In the face of so many fraud inquiries, we think it is sensible for everyone concerned to take a deep breath and determine what course of action would best serve the public interest.
Each fork of inquiry – the Senate investigation, the Comelec investigation, and the vice-presidential protest process – has its specific interest to serve, and should have the leeway to inquire as much as it likes.
We champion the broader and urgent need for a comprehensive investigation of the 2016 election, to determine once and for all whether massive fraud was commited in the elections, whether its principal perpetrator was the Aquino administration, and whether there are officials in our government today who hold their posts by usurpation.
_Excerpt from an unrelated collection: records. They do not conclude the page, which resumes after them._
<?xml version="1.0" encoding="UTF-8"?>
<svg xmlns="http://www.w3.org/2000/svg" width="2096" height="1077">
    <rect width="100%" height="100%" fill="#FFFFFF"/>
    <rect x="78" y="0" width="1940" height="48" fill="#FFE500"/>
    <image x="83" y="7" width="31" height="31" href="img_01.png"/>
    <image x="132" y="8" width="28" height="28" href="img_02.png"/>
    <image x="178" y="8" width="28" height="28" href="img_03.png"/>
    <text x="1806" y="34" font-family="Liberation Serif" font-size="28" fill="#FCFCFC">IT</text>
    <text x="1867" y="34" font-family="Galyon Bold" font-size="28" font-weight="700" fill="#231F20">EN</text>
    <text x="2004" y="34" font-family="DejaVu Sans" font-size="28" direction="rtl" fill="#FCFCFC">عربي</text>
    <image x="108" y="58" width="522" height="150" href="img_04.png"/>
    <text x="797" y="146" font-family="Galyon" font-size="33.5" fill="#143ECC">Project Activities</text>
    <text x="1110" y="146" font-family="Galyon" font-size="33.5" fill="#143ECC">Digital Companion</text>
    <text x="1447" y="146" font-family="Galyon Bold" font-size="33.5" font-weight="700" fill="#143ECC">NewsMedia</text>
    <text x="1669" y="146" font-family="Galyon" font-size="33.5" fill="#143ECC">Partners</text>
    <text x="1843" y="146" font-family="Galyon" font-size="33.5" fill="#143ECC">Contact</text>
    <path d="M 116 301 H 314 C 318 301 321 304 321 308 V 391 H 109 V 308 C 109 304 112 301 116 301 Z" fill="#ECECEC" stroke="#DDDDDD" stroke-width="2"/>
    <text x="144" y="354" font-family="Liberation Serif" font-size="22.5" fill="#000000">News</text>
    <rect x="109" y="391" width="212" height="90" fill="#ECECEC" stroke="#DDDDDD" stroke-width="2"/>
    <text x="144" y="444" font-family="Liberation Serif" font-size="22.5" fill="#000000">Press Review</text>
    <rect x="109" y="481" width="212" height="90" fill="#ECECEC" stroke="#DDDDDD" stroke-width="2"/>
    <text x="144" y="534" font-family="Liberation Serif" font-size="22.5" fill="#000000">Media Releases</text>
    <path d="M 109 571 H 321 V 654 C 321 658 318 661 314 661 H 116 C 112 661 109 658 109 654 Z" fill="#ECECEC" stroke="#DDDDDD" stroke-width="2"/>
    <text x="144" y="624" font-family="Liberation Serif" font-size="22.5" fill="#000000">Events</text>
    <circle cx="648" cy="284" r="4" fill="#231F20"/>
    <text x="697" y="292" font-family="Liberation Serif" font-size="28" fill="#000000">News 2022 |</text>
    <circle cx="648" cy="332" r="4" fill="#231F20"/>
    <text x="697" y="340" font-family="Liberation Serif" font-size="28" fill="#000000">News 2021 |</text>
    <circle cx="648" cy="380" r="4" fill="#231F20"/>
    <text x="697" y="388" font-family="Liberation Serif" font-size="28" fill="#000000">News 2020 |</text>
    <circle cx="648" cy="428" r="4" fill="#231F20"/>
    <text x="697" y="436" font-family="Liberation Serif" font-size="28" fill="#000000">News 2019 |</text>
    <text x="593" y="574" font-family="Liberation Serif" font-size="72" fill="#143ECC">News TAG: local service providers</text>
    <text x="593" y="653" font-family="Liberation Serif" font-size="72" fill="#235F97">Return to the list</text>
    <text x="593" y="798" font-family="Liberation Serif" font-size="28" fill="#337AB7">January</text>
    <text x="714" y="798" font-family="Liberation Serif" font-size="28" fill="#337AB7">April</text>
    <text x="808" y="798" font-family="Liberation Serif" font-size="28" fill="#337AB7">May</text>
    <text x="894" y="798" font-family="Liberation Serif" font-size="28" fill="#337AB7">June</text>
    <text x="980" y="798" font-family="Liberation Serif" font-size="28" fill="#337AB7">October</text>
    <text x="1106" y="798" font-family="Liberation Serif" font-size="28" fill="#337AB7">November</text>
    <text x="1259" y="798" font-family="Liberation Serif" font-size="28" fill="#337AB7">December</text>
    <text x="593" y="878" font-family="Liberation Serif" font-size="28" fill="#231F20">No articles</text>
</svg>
The broader perspective is imperative, because we could wind up in the proverbial situation where the mountain of government will be in labor, and what comes out is a mouse.
This is not to discourage inquiry but to underscore the importance of results.
It is vital to find out the truth about Senator Sotto’s claim that a reliable informant had disclosed there were transmissions of election results to the Board of Canvassers a day before the balloting. If the transmission logs are confirmed, we will have proof of official tampering of the election count by both the Comelec and Smartmatic.
It is also important for the Comelec to investigate its own ranks, because it must bear full responsibility for any rigging of the polls, if verified.
And it is important that the PEC should complete its work with dispatch, because at stake is the succession to the presidency.
The nation needs a report and perspective on the 2016 elections, in which it will have confidence and assurance about its democracy and its government
It will not suffice for the Senate to just conduct its usual committee hearing – free-wheeling, grandstanding and hectoring – on the expose of Senator Sotto.
This time, the chamber should aim higher, and strive to resolve the people’s lingering belief that the administration of former President Benigno Aquino 3rd committed massive fraud in the 2016 elections.
This time, the nation must have the whole truth.